(Collected data)
++++++++
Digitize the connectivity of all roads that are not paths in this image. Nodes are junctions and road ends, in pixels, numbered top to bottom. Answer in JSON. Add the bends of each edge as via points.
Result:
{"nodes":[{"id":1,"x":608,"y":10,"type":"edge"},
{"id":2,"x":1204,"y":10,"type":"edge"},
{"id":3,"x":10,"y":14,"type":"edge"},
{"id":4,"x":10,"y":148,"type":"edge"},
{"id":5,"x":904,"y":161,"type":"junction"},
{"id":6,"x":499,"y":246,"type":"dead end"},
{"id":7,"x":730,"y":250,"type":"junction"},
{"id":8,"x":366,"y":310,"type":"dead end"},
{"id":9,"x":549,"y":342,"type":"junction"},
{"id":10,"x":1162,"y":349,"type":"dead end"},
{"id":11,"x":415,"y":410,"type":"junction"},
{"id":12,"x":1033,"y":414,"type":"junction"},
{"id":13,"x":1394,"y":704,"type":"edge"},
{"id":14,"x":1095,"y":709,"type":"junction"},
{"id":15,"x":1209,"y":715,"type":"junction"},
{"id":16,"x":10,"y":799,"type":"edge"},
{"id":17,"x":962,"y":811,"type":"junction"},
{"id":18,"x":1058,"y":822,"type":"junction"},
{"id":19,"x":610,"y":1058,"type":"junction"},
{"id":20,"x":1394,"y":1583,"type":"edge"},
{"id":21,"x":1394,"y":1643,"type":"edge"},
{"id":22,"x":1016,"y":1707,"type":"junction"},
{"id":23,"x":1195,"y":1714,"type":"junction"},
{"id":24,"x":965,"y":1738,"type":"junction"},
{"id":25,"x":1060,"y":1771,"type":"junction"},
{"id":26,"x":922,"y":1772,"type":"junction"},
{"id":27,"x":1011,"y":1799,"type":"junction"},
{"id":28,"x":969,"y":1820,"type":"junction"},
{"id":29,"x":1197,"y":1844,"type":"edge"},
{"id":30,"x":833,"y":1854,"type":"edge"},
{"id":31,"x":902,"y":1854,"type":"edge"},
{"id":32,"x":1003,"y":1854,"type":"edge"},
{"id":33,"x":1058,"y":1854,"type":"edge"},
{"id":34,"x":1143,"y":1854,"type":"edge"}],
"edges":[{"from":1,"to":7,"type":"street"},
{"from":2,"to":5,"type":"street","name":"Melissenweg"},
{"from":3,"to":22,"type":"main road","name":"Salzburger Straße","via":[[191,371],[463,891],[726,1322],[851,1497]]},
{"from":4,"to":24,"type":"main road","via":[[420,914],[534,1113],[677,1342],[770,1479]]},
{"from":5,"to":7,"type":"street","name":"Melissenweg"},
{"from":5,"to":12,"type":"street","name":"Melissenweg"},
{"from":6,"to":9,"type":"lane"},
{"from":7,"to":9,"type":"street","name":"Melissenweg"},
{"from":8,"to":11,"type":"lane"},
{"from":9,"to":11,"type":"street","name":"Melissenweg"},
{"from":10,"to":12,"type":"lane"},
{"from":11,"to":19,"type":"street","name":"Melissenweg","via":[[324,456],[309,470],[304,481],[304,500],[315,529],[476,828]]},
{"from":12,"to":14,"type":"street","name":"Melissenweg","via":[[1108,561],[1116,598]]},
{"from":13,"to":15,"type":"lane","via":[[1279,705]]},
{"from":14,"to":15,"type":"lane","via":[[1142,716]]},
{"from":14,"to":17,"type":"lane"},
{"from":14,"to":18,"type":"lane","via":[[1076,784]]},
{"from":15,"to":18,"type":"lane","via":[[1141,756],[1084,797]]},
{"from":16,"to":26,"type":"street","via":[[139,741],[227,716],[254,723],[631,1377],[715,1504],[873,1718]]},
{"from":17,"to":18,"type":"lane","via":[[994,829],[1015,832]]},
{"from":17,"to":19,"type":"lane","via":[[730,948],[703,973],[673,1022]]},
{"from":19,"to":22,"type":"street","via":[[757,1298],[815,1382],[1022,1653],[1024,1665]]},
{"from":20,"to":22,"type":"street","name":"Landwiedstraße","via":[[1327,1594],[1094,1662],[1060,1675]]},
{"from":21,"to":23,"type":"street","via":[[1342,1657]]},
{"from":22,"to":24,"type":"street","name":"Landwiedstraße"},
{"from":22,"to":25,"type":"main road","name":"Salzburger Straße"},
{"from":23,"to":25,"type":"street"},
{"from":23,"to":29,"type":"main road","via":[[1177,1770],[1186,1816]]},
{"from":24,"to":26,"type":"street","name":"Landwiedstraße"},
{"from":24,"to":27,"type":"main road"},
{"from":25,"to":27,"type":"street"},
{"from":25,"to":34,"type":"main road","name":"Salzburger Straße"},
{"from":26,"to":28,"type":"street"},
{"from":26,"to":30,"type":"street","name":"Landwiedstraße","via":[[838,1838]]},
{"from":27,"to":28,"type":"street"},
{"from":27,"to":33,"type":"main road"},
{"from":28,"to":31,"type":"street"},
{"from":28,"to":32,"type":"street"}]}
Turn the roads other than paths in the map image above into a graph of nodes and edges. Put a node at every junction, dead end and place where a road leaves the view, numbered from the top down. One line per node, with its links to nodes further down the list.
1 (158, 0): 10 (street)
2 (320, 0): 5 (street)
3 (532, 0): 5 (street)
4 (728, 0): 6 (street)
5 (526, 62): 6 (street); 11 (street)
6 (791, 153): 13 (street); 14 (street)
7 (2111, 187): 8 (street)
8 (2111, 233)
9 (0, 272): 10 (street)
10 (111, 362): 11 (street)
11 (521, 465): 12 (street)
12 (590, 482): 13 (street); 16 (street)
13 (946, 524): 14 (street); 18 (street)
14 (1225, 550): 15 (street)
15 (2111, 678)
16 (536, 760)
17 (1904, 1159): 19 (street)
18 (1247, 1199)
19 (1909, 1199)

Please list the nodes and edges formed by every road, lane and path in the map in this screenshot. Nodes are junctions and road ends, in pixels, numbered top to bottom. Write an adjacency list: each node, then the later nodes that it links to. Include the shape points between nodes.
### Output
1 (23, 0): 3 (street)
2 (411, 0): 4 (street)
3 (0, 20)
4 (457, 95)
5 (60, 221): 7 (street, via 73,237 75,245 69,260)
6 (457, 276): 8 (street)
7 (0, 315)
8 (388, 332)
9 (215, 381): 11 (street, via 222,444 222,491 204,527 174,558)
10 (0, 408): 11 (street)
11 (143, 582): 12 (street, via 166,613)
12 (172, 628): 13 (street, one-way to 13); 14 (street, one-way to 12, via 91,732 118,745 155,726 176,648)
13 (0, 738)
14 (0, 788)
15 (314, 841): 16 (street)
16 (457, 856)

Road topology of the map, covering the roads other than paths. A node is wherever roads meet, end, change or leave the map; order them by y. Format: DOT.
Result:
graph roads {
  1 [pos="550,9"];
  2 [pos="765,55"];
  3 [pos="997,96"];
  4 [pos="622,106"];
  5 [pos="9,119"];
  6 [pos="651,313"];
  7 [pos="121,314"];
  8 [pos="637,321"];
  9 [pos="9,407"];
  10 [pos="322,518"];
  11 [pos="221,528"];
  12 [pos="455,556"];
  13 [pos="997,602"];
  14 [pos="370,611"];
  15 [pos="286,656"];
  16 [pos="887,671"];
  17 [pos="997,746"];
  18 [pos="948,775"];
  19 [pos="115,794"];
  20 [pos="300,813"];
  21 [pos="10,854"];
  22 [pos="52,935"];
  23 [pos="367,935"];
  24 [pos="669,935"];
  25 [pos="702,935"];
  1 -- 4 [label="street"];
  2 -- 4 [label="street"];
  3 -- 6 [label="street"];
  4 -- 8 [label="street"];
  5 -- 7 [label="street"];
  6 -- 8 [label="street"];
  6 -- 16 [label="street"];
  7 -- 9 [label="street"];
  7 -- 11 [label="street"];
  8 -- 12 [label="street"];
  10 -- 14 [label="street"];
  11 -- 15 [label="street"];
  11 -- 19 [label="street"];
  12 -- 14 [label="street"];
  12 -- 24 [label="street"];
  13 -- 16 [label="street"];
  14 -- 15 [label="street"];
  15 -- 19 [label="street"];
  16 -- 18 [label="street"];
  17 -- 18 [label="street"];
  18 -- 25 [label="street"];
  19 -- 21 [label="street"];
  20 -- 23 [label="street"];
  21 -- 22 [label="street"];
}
++++++++
→ **ABOUT THIS EXERCISE**: Using the records above, report each line that contains the word "than" by copying it.

→ **ANSWER**:
Turn the roads other than paths in the map image above into a graph of nodes and edges. Put a node at every junction, dead end and place where a road leaves the view, numbered from the top down. One line per node, with its links to nodes further down the list.
Road topology of the map, covering the roads other than paths. A node is wherever roads meet, end, change or leave the map; order them by y. Format: DOT.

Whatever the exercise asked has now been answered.